This invention relates to a gasket device for statically sealing high pressure and temperature fluids.
As is known, the problem of ensuring a tight seal against leakage and losses at the joints and connections along a fluid conveying line has been solved by employing suitable gaskets between the elements of the line which require static interconnection. Where the fluids being thus conveyed are in a high pressure and temperature condition, the problem of ensuring a tight seal is, of course, more serious as far as the gaskets are concerned.
Current techniques propose several solutions, which are not, however, devoid of drawbacks. In fact, the use of gaskets entirely formed from materials which are conventional for the intended application, such as rubber, elastomers, Teflon, etc., while being satisfactory from the standpoint of the leakproof property, has the serious drawback of providing inadequate flameproof features where the material of the gasket is exposed to the direct action of a hot fluid, and even if gaskets of asbesto or the like fibers are utilized, there occurs in time a progressive deterioration of the same, especially where high operating pressures prevail.
On the other hand, the use of gaskets merely formed from a soft metallic material, such as aluminum, copper, brass, mild steel, and the like, can indeed overcome the problem of gasket deterioration in the presence of hot gases or vapors, but introduces side problems of not negligible import, which originate from the difficulty of providing an effective seal across the metal-to-metal contact area between a flange and gasket, and from the need of accommodating high clamping forces, especially in the instance of high operating pressures, which implies an oversize connective structure.
Also known and utilized are gaskets formed from a corrugated sheet of soft metal, which gaskets are filled, in the hollows left between the corrugations, with a softer non-metallic material effective to improve the sealing properties of the gaskets. However, no effective retentive action is exerted on the latter material while the gasket is installed and subjected to compressive forces, and in most cases there occurs in operation a delamination of the softer material accompanied by a deterioration of the bond between it and the corrugated sheet metal, which results in the necessity of periodically replacing the gasket.

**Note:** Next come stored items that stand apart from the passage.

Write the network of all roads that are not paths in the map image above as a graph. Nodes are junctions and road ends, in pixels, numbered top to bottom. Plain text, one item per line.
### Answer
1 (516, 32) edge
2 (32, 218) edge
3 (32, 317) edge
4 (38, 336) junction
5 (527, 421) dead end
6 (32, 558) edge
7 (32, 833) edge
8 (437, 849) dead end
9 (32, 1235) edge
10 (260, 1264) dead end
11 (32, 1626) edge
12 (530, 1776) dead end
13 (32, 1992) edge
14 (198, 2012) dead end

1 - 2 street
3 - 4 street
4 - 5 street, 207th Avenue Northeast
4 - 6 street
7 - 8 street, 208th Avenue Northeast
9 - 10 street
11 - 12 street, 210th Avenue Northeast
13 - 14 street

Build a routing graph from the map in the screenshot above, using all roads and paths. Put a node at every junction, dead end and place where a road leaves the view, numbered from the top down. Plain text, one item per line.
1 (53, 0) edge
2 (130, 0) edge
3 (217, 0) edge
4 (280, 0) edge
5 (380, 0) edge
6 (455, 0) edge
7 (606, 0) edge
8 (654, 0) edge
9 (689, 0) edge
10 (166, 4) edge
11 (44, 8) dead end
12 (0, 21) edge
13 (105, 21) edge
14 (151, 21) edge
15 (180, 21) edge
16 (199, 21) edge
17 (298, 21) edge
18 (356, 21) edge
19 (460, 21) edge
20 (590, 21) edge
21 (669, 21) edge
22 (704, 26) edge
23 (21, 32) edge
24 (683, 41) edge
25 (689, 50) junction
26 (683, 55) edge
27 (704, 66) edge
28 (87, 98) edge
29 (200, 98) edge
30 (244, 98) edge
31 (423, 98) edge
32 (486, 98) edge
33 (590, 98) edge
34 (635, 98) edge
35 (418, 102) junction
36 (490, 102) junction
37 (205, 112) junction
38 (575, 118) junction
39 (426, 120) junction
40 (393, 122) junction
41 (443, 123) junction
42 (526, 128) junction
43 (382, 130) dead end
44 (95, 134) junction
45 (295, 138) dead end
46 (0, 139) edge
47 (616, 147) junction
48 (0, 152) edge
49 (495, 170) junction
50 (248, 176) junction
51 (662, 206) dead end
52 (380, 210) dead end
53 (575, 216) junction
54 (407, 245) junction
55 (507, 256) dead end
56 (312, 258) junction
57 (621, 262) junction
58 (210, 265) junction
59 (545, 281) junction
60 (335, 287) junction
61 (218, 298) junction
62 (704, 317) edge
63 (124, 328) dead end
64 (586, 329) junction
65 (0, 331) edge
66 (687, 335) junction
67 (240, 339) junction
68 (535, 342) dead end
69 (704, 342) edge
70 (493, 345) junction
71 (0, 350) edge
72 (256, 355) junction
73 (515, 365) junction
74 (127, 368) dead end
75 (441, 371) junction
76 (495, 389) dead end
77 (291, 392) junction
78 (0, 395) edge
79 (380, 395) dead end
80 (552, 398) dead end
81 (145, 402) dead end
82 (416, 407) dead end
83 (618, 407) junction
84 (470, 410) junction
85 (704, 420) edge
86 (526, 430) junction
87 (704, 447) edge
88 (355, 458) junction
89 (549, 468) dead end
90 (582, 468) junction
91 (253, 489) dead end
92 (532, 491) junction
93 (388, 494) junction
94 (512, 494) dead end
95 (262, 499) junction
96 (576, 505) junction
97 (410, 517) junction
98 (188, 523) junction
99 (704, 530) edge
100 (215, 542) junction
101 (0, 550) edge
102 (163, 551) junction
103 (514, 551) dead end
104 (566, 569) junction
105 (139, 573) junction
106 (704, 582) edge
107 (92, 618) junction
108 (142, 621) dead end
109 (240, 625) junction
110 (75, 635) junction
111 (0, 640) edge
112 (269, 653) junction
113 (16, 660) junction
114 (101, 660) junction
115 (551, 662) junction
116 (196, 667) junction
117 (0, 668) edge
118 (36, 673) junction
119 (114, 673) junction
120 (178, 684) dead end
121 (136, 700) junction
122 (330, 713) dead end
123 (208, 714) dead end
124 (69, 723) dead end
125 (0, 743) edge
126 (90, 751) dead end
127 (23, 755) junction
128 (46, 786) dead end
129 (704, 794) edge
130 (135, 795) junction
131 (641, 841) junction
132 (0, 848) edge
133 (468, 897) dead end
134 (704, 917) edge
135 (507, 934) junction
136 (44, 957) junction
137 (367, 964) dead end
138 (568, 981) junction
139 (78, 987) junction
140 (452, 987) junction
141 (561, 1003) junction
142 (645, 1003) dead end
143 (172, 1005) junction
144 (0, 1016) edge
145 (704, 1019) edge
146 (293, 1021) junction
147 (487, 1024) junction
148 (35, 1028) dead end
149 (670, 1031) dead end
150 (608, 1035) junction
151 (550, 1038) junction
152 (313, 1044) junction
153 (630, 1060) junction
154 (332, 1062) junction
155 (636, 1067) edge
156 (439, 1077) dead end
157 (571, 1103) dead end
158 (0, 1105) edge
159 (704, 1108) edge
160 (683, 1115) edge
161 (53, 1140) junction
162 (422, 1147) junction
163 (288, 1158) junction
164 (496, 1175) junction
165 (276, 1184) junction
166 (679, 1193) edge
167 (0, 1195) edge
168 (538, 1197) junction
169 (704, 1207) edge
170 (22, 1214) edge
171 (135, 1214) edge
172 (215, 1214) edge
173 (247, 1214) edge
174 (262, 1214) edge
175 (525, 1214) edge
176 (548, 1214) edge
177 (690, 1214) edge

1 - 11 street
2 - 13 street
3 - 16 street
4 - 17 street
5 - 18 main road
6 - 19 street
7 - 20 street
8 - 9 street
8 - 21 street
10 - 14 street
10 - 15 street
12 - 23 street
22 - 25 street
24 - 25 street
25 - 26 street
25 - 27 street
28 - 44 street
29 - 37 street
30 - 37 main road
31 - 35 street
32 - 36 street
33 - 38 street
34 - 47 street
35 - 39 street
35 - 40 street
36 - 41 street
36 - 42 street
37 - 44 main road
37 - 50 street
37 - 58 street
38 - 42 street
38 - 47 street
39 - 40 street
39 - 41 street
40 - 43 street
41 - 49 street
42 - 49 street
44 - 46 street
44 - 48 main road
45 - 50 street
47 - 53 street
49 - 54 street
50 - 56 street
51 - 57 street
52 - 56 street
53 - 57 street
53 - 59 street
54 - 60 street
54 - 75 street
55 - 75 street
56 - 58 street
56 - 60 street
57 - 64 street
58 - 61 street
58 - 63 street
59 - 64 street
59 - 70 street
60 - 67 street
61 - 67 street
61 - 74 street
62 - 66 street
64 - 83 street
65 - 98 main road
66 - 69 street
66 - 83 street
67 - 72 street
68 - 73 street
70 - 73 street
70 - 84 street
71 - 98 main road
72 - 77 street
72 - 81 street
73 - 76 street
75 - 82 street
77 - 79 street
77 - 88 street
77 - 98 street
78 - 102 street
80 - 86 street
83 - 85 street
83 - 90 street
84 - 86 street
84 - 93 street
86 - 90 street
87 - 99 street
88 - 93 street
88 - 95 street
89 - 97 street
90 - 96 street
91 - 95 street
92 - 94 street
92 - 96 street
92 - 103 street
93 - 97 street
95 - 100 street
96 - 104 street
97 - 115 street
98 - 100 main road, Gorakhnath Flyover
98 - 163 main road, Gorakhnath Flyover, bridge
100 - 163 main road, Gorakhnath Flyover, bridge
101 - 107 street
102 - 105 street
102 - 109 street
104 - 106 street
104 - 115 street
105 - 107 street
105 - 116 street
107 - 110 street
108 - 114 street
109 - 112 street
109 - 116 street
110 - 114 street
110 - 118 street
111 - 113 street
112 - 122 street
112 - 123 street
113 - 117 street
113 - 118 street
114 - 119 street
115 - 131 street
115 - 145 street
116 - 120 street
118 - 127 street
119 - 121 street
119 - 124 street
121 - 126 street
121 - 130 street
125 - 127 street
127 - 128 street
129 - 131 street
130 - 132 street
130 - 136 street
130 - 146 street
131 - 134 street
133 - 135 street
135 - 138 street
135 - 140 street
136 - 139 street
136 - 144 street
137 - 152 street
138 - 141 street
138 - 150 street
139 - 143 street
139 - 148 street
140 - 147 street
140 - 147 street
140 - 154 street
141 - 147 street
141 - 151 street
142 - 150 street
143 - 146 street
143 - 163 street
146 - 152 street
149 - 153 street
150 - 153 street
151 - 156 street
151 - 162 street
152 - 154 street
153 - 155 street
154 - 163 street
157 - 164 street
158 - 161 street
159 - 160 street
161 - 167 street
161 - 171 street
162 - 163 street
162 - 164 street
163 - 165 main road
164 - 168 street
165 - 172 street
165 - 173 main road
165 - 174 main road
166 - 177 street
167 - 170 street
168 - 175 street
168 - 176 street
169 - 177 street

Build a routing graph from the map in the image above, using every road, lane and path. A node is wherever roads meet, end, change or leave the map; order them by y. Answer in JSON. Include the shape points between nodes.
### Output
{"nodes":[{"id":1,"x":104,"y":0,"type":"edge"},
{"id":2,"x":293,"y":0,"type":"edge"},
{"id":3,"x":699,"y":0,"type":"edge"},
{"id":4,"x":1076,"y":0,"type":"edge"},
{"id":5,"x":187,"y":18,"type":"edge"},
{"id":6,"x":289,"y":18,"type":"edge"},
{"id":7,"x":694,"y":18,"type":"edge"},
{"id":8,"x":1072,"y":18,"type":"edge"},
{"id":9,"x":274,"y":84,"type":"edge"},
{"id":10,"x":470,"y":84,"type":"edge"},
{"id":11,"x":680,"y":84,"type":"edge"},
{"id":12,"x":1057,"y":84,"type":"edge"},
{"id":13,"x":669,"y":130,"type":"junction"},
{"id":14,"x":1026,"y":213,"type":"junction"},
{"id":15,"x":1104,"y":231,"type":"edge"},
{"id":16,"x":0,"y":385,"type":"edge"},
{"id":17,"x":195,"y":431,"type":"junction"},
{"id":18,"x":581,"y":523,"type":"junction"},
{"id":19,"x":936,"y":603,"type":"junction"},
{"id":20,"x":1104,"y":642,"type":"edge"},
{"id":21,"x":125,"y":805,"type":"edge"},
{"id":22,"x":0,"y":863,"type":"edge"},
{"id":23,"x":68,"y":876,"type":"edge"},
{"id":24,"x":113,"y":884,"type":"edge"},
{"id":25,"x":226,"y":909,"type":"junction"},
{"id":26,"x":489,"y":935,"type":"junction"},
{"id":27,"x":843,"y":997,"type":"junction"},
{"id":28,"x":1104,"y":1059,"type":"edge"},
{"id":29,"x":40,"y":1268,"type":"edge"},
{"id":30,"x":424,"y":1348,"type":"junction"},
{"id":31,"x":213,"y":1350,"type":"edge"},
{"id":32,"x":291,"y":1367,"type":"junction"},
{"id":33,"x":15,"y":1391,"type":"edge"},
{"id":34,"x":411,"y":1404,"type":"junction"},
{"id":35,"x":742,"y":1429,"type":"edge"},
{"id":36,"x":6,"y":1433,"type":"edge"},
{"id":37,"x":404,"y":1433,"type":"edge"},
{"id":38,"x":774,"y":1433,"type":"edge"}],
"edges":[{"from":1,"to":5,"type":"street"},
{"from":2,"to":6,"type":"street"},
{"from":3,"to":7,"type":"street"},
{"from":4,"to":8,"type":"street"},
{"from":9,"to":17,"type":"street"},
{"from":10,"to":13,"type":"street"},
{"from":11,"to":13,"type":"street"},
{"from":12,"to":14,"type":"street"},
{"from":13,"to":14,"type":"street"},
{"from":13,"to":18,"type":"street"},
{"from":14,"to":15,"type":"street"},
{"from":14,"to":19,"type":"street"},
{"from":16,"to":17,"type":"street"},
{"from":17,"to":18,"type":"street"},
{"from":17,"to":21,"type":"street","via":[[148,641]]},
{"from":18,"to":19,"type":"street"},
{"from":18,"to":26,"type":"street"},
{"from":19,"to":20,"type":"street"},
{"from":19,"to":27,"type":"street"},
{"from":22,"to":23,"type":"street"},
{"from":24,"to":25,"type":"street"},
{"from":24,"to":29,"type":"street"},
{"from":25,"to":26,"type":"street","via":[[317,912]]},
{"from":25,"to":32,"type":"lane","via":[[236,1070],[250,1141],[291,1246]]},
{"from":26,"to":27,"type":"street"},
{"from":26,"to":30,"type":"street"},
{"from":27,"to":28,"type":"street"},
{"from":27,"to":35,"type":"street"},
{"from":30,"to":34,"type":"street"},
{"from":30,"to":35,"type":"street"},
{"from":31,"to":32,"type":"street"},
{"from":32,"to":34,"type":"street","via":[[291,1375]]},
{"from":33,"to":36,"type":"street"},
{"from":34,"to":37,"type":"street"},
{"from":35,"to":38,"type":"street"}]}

Alternatively, gaskets are also employed comprising a thin metal liner or shell, which partly surrounds or fully encloses an insert, e.g. of graphite-asbesto fibers or other suitable materials. In this case, the metal liner or shell, having either an open side or being completely closed, is arranged to ensure the geometrical integrity of the gasket, but at least across one face of the gasket there still exist a condition of metal-to-metal contact with the mating flanged element, which contact, depending on the nature of the fluid and on the clamping force applied to the gasket, may be insufficient to eliminate the leakage problem.
A partial solution to this problem, namely the metal-to-metal contact, may be provided with a suitable preparation of the surfaces against which the gasket is to rest, or with the use of special adhesive masses or oils for improving the contact, but all these approaches would introduce additional construction and assembling complications which stand far from the functional simplicity sought in such applications.
In the light of the foregoing considerations, it will appear that the solutions thus far proposed to improve the quality of the seal involve substantial manufacturing costs, and provide inferior reliability and durability features.